The process of preparing arista and asava through fermentation is called Sandhana kalpana, in which the mixture of powdered drugs, decoction, jaggery and honey is kept undisturbed for a specific period of time, usually 28 to 30 days. Fermentation generates alcohol, which facilitates the extraction of the active principles in powdered drugs. Moreover, the resultant product has good taste and flavor.
FIGURE 3.14 Modern brewing tanks in fermentation room. Photo courtesy: Nagarjuna Herbal Concentrates Ltd, Kerala (www.nagarjunaayurveda.com).
In earlier times when the process of preparing arista and asava was carried out in earthen pots, it was necessary to use a new pot each time a product was prepared. The vessel would be properly cleaned, and water was first boiled in the vessel. Absolute cleanliness was maintained, and the pot was fumigated using herbs like PippalTсйгпа (Piper longum) and the inside of the pot was then smeared with clarified butter before starting the fermentation process.

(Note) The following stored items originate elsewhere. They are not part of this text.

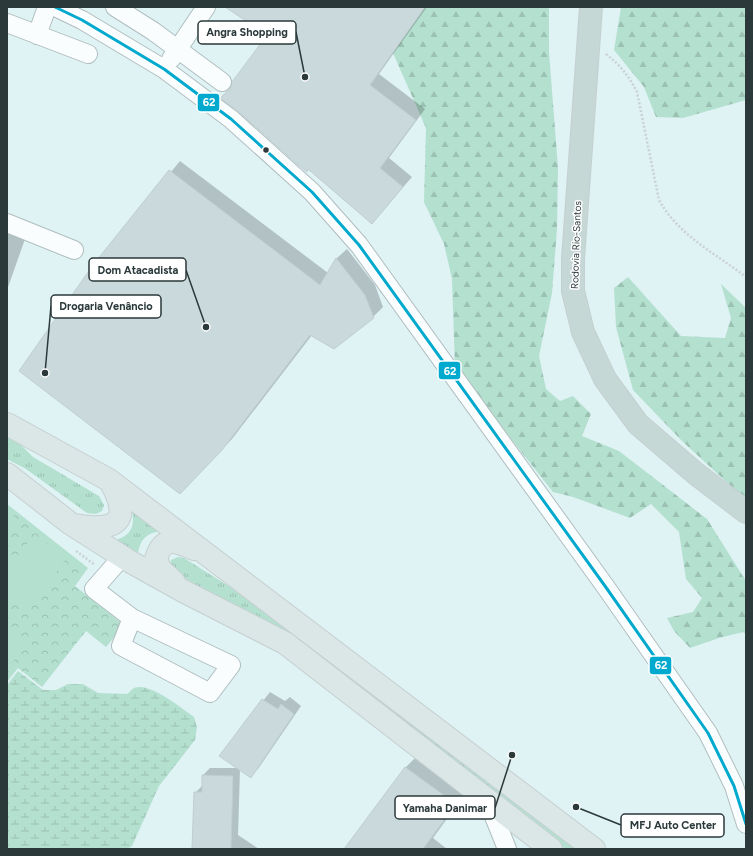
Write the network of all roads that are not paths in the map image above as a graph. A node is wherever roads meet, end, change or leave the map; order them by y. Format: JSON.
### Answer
{"nodes":[{"id":1,"x":47,"y":7,"type":"edge"},
{"id":2,"x":55,"y":7,"type":"edge"},
{"id":3,"x":115,"y":7,"type":"edge"},
{"id":4,"x":206,"y":7,"type":"edge"},
{"id":5,"x":591,"y":7,"type":"edge"},
{"id":6,"x":78,"y":15,"type":"edge"},
{"id":7,"x":7,"y":23,"type":"edge"},
{"id":8,"x":37,"y":35,"type":"junction"},
{"id":9,"x":178,"y":50,"type":"junction"},
{"id":10,"x":164,"y":69,"type":"junction"},
{"id":11,"x":222,"y":82,"type":"dead end"},
{"id":12,"x":7,"y":223,"type":"edge"},
{"id":13,"x":74,"y":250,"type":"dead end"},
{"id":14,"x":7,"y":424,"type":"edge"},
{"id":15,"x":7,"y":474,"type":"edge"},
{"id":16,"x":110,"y":480,"type":"junction"},
{"id":17,"x":746,"y":512,"type":"edge"},
{"id":18,"x":71,"y":524,"type":"junction"},
{"id":19,"x":209,"y":556,"type":"junction"},
{"id":20,"x":122,"y":557,"type":"junction"},
{"id":21,"x":183,"y":591,"type":"junction"},
{"id":22,"x":132,"y":618,"type":"junction"},
{"id":23,"x":487,"y":799,"type":"junction"},
{"id":24,"x":746,"y":824,"type":"edge"},
{"id":25,"x":507,"y":849,"type":"edge"},
{"id":26,"x":551,"y":849,"type":"edge"},
{"id":27,"x":594,"y":849,"type":"edge"}],
"edges":[{"from":1,"to":8,"type":"street"},
{"from":2,"to":6,"type":"street"},
{"from":3,"to":9,"type":"street"},
{"from":4,"to":9,"type":"street"},
{"from":5,"to":17,"type":"highway","name":"Rodovia Rio-Santos"},
{"from":6,"to":8,"type":"street"},
{"from":6,"to":10,"type":"street"},
{"from":7,"to":8,"type":"street"},
{"from":9,"to":10,"type":"street"},
{"from":9,"to":11,"type":"street"},
{"from":10,"to":24,"type":"street"},
{"from":12,"to":13,"type":"street"},
{"from":14,"to":16,"type":"main road"},
{"from":15,"to":18,"type":"main road"},
{"from":16,"to":18,"type":"main road"},
{"from":16,"to":19,"type":"main road"},
{"from":18,"to":20,"type":"main road"},
{"from":19,"to":21,"type":"main road"},
{"from":19,"to":27,"type":"main road"},
{"from":20,"to":21,"type":"main road"},
{"from":20,"to":22,"type":"street"},
{"from":21,"to":23,"type":"main road"},
{"from":22,"to":22,"type":"street"},
{"from":23,"to":25,"type":"street"},
{"from":23,"to":26,"type":"main road"}]}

When bulk manufacturing of ayurvedic products started to flourish, it became difficult to manage with earthen pots. New brewing vessels were introduced into the process. At present, brewing tanks with a storage capacity of even 10,000 liters are being used in the industrial manufacture of arista and asava (Figure 3.14). The smearing of clarified butter and fumigation with PippalT сйгпа are replaced with modern fumigation techniques.

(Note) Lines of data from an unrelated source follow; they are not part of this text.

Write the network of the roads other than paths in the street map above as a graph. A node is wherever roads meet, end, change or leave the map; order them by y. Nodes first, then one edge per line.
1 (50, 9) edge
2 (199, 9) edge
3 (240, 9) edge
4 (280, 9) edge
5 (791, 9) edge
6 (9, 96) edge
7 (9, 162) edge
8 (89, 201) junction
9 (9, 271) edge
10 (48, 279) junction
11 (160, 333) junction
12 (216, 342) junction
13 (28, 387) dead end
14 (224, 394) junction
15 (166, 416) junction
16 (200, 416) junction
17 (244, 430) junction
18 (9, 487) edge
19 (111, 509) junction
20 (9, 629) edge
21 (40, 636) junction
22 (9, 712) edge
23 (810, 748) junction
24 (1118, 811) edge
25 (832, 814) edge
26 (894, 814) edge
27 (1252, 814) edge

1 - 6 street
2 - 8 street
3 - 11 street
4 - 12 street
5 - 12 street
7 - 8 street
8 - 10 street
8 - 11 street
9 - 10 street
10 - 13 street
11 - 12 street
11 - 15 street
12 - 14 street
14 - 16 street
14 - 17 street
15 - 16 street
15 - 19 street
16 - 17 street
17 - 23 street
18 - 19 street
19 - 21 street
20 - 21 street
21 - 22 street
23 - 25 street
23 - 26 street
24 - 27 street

In the traditional manufacture of arista, the crude drugs mentioned in the formula are coarsely powdered and then made into kvatha, which contains the water-soluble bioactive compounds. The kvatha is then filtered and poured into the fermentation tank. According to the formula, either sugar or jaggery or a mix of these is dissolved in water, boiled, filtered and added to the kvatha. If honey is used, it is added as such to the liquid without heating. (In the case of asava, fresh juices of herbs or fruits are used instead of kvatha.) Another group of herbs, collectively called Praksipa dravya, is made into a fine powder and mixed with the contents of the brewing tank. After this, Dhalakipuspa (flowers of Woodfordia fruticosa), if included in the formula, is properly cleaned and added. This initiates the fermentation process. The brewing vessel is closed tightly so as to avoid any contact with external air and left undisturbed. The bioactive ingredients from the herbs get extracted into the medium during the fermentation process. The progress of fermentation is monitored by measuring at regular intervals the alcohol content, pH, specific gravity, reducing sugar and non-reducing sugar. After the specified period of fermentation, the vessel is opened, and the contents examined to ascertain whether the process of fermentation has been completed. The fermented liquid is filtered through a muslin cloth or clarified using a centrifuge. The filtered arista or asava is thereafter bottled (Anonymous 1978c) (Figure 3.15). The master formula of Bhrngardjdsavam is presented to serve as an example (Table 3.7).